St. Louis and Jackson counties, along with health departments from three other Missouri counties, had filed motions to intervene in the 2020 lawsuit brought by St. Louis residents and businesses against the Missouri Department of Health and Senior Services.

In his ruling, Green ordered health departments to refrain from issuing public health orders, including rules that require masks in public indoor spaces. "Missouri's local health authorities have grown accustomed to issuing edicts and coercing compliance," he wrote. "It is far past time for this unconstitutional conduct to stop."

County Executive Sam Page called the Cole County ruling “wholly inappropriate” and said it has caused widespread confusion.

“The confusion has already led to some county public health departments abandoning their response to rising COVID cases out of fear that the wrath of the state will descend upon them,” Page said.

Meanwhile, the number of people hospitalized with COVID-19 has continued to climb across St. Louis.

The St. Louis Metropolitan Pandemic Task Force on Monday reported 630 patients are hospitalized with the illness across the region’s four major health systems, up from 565 on Thursday. Of these, 74% are unvaccinated.

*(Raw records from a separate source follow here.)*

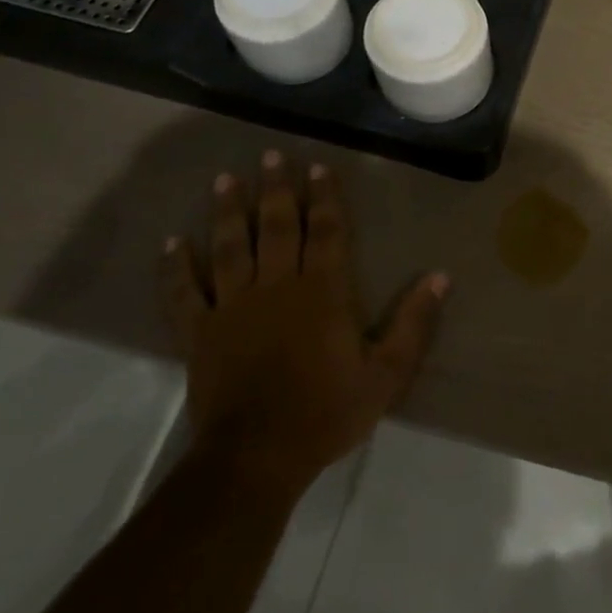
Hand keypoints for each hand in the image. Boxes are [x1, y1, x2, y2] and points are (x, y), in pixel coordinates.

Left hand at [160, 151, 447, 487]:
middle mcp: (276, 286)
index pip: (324, 231)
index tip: (318, 168)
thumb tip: (440, 277)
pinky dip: (175, 267)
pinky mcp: (199, 333)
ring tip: (224, 179)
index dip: (323, 197)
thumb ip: (413, 323)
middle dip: (275, 189)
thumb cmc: (327, 413)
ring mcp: (232, 307)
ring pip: (228, 247)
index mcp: (322, 292)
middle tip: (271, 155)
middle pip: (275, 227)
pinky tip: (171, 243)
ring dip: (227, 211)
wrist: (257, 457)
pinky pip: (183, 293)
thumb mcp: (386, 374)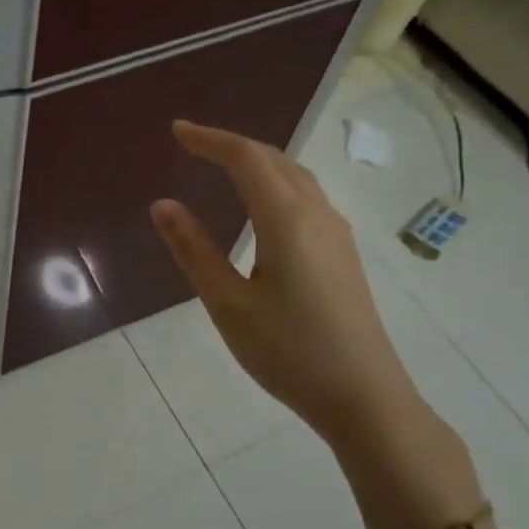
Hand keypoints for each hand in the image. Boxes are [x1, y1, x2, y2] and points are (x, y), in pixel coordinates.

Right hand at [149, 120, 429, 455]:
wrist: (365, 398)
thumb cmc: (289, 351)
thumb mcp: (228, 304)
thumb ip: (194, 250)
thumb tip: (163, 204)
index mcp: (287, 219)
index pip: (246, 158)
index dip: (210, 139)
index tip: (177, 131)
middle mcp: (317, 214)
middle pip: (274, 160)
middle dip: (232, 145)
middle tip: (192, 145)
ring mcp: (336, 234)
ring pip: (295, 177)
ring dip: (257, 162)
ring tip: (222, 166)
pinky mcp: (343, 254)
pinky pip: (306, 198)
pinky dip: (275, 184)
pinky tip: (262, 207)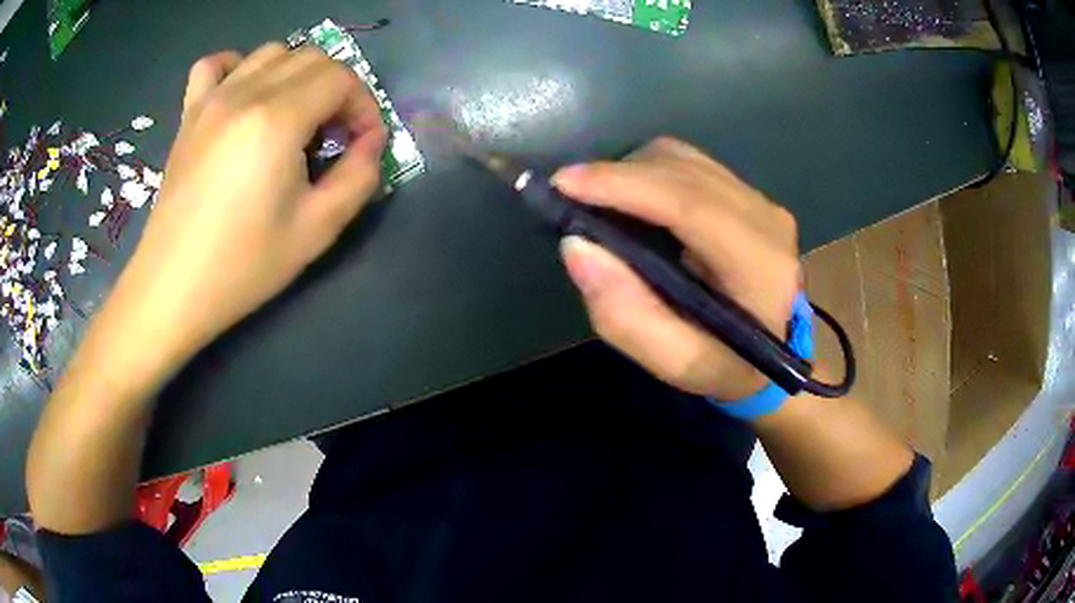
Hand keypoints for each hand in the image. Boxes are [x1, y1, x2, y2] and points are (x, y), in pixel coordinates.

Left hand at [113, 44, 386, 364]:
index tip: (362, 143)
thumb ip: (360, 177)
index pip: (341, 79)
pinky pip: (215, 65)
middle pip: (311, 58)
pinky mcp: (189, 114)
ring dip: (296, 75)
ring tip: (294, 117)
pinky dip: (238, 67)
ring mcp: (212, 99)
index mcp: (277, 119)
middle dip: (337, 89)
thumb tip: (371, 142)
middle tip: (334, 134)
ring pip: (271, 53)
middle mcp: (245, 93)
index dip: (364, 106)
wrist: (174, 288)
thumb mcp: (318, 230)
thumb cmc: (243, 264)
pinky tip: (244, 95)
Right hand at [554, 138, 799, 400]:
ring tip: (599, 201)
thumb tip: (576, 245)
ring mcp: (761, 200)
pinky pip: (689, 164)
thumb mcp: (675, 363)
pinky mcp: (749, 194)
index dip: (624, 186)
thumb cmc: (728, 366)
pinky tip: (632, 201)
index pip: (689, 204)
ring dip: (632, 172)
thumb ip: (626, 315)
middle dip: (617, 174)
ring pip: (683, 158)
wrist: (777, 352)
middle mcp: (766, 218)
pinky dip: (650, 174)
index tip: (564, 184)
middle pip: (681, 169)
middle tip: (569, 197)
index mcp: (759, 265)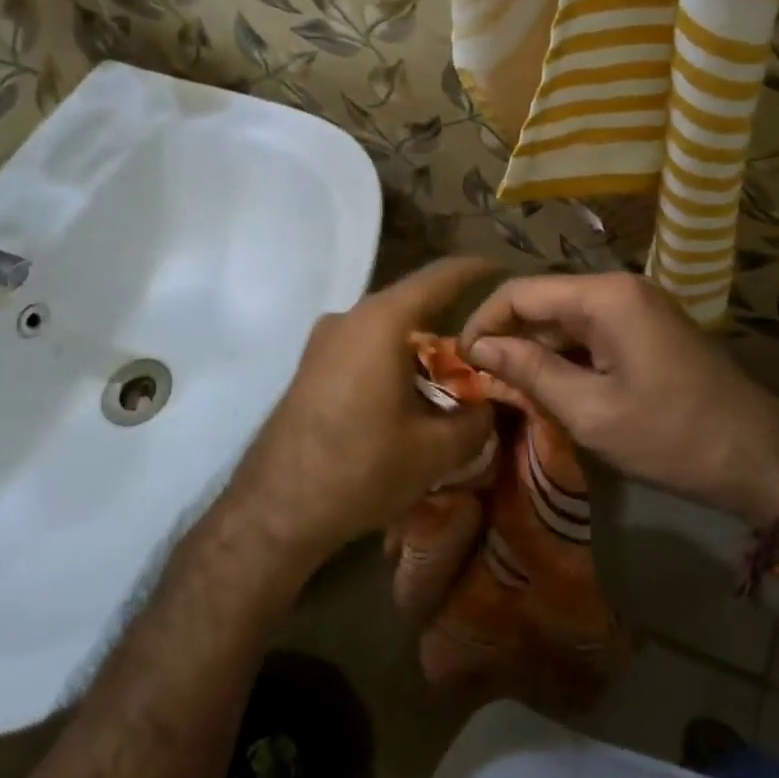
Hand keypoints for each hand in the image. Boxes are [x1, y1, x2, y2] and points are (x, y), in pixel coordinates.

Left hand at [220, 258, 499, 577]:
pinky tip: (410, 397)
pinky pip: (364, 347)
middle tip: (487, 349)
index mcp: (381, 321)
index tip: (503, 268)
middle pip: (412, 304)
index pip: (439, 277)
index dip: (475, 269)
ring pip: (387, 329)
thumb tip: (490, 406)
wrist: (275, 508)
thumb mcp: (436, 450)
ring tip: (453, 379)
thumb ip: (476, 420)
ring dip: (420, 347)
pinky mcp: (311, 366)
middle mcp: (349, 318)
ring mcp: (323, 341)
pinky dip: (394, 360)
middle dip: (451, 322)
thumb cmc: (361, 468)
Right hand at [460, 272, 778, 525]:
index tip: (458, 361)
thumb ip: (530, 371)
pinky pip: (591, 334)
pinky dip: (564, 357)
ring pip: (565, 319)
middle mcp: (620, 289)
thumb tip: (477, 346)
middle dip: (507, 337)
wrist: (759, 458)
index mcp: (606, 297)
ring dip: (534, 350)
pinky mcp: (647, 331)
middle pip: (543, 302)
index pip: (521, 292)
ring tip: (504, 388)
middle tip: (477, 380)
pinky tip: (547, 388)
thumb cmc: (672, 436)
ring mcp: (637, 308)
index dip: (483, 322)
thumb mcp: (591, 410)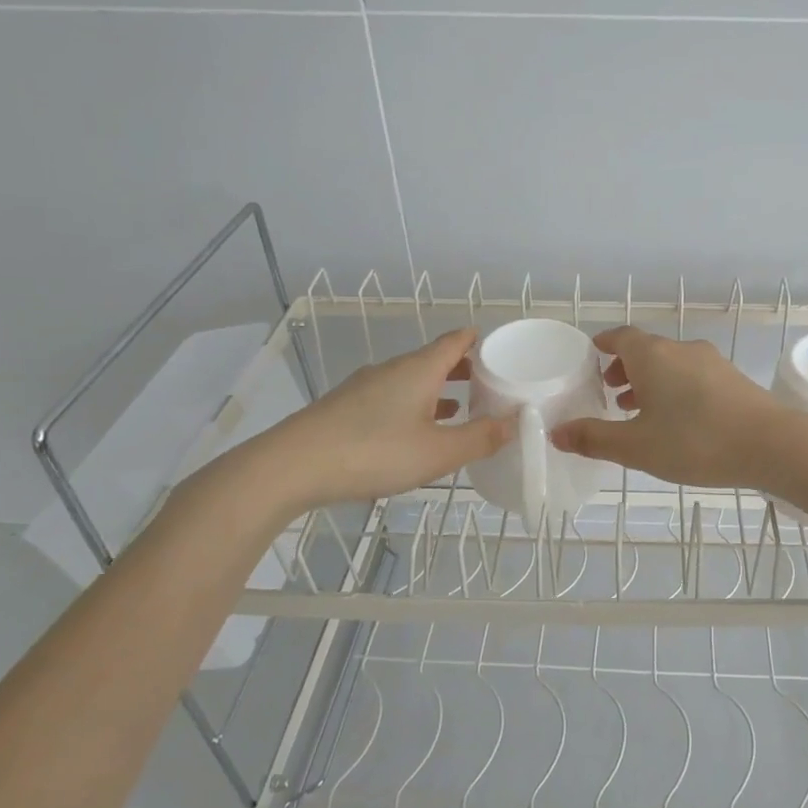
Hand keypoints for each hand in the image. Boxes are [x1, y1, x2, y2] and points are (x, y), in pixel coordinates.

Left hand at [243, 328, 513, 514]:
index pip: (455, 341)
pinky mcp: (346, 407)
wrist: (291, 466)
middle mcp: (392, 369)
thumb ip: (480, 438)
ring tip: (461, 408)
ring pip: (411, 379)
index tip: (500, 349)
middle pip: (434, 359)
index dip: (478, 340)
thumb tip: (516, 422)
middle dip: (463, 368)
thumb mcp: (437, 452)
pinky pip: (392, 397)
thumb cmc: (373, 452)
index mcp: (419, 369)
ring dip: (438, 389)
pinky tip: (416, 430)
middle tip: (489, 384)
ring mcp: (365, 387)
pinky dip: (414, 405)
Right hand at [550, 326, 795, 488]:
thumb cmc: (695, 442)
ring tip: (638, 410)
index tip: (591, 356)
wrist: (771, 444)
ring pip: (670, 363)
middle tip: (609, 392)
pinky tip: (677, 420)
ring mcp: (711, 362)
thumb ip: (594, 439)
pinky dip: (674, 388)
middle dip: (624, 367)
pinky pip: (692, 375)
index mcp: (653, 355)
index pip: (620, 336)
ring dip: (650, 380)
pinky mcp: (732, 379)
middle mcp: (681, 349)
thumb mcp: (636, 447)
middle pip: (646, 349)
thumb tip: (556, 432)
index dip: (603, 344)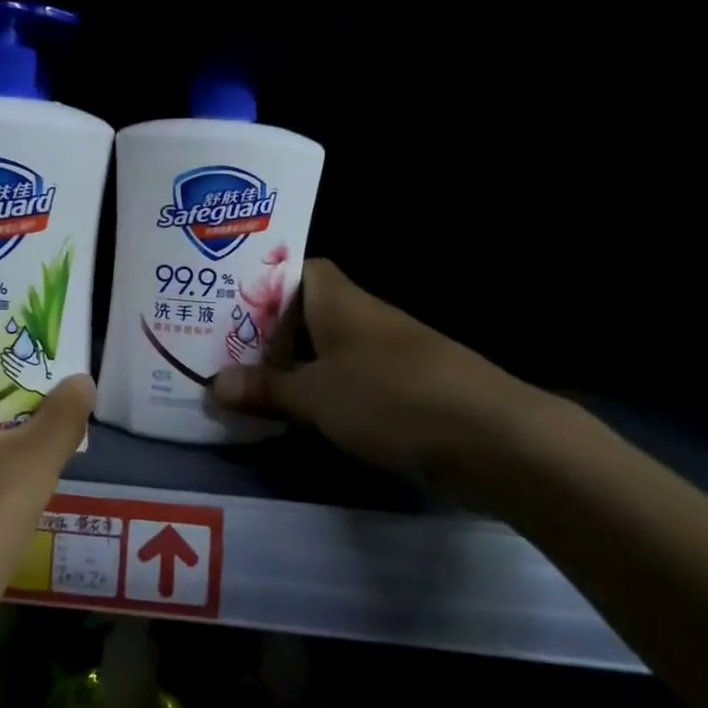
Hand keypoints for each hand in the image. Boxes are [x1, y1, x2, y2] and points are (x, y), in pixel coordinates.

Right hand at [210, 259, 534, 482]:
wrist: (492, 439)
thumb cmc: (391, 397)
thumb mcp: (316, 395)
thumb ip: (265, 388)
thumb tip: (215, 383)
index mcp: (339, 301)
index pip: (295, 269)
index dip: (260, 279)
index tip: (222, 299)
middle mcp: (361, 320)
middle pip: (303, 314)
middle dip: (263, 330)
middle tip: (215, 346)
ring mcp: (384, 357)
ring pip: (323, 352)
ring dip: (289, 367)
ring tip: (241, 382)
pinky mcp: (400, 394)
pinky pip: (345, 385)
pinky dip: (318, 395)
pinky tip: (290, 416)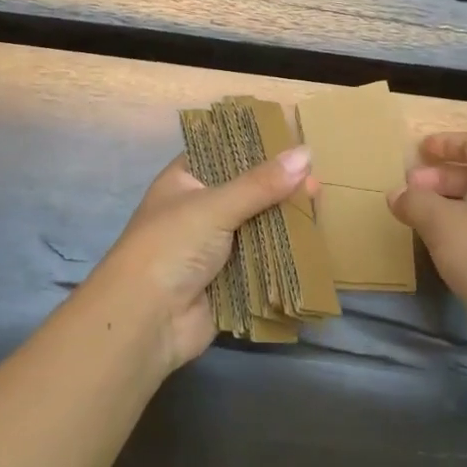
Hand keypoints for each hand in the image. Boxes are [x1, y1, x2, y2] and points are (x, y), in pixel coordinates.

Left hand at [87, 144, 314, 374]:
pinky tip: (313, 242)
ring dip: (284, 221)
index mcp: (185, 181)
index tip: (293, 143)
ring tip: (320, 205)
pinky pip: (261, 261)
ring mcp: (213, 247)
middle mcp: (198, 210)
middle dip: (278, 188)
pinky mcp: (228, 280)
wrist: (145, 322)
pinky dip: (283, 255)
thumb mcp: (215, 206)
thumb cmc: (171, 247)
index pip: (223, 153)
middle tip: (316, 180)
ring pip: (256, 227)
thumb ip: (261, 183)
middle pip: (246, 191)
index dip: (255, 148)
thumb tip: (307, 153)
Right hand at [388, 132, 466, 333]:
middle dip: (439, 177)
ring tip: (414, 216)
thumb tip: (396, 194)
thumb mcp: (440, 221)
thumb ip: (414, 201)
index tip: (419, 150)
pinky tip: (435, 245)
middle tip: (408, 188)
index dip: (446, 142)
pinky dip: (455, 229)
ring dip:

Public health experts warn a massive wave of infections could overtake the U.S. by the end of January, driven by the omicron variant. The new version of the virus already makes up nearly 3 in 4 new cases nationwide.

A recent analysis from the University of Washington estimates 400,000 Americans will become infected with the omicron variant per day at the highest point of the surge — considerably more than the 250,000 daily infections during last winter’s peak.

Though the variant appears to be somewhat milder than other versions of the virus, doctors warn the sheer number of infected patients could overwhelm hospitals and clinics.

The omicron variant was identified in 32 of 57 wastewater samples collected in Missouri the week of Dec. 20, according to state health officials. These included seven testing sites in St. Louis and five in St. Charles.

As cases increase, Page advised residents to protect themselves with “every tool available” to them.

“Omicron is likely three to five times more transmissible than delta, so every infected person is infecting more people than ever before,” Page said. “This means that you're very likely to be exposed to COVID-19 in the next couple of weeks.”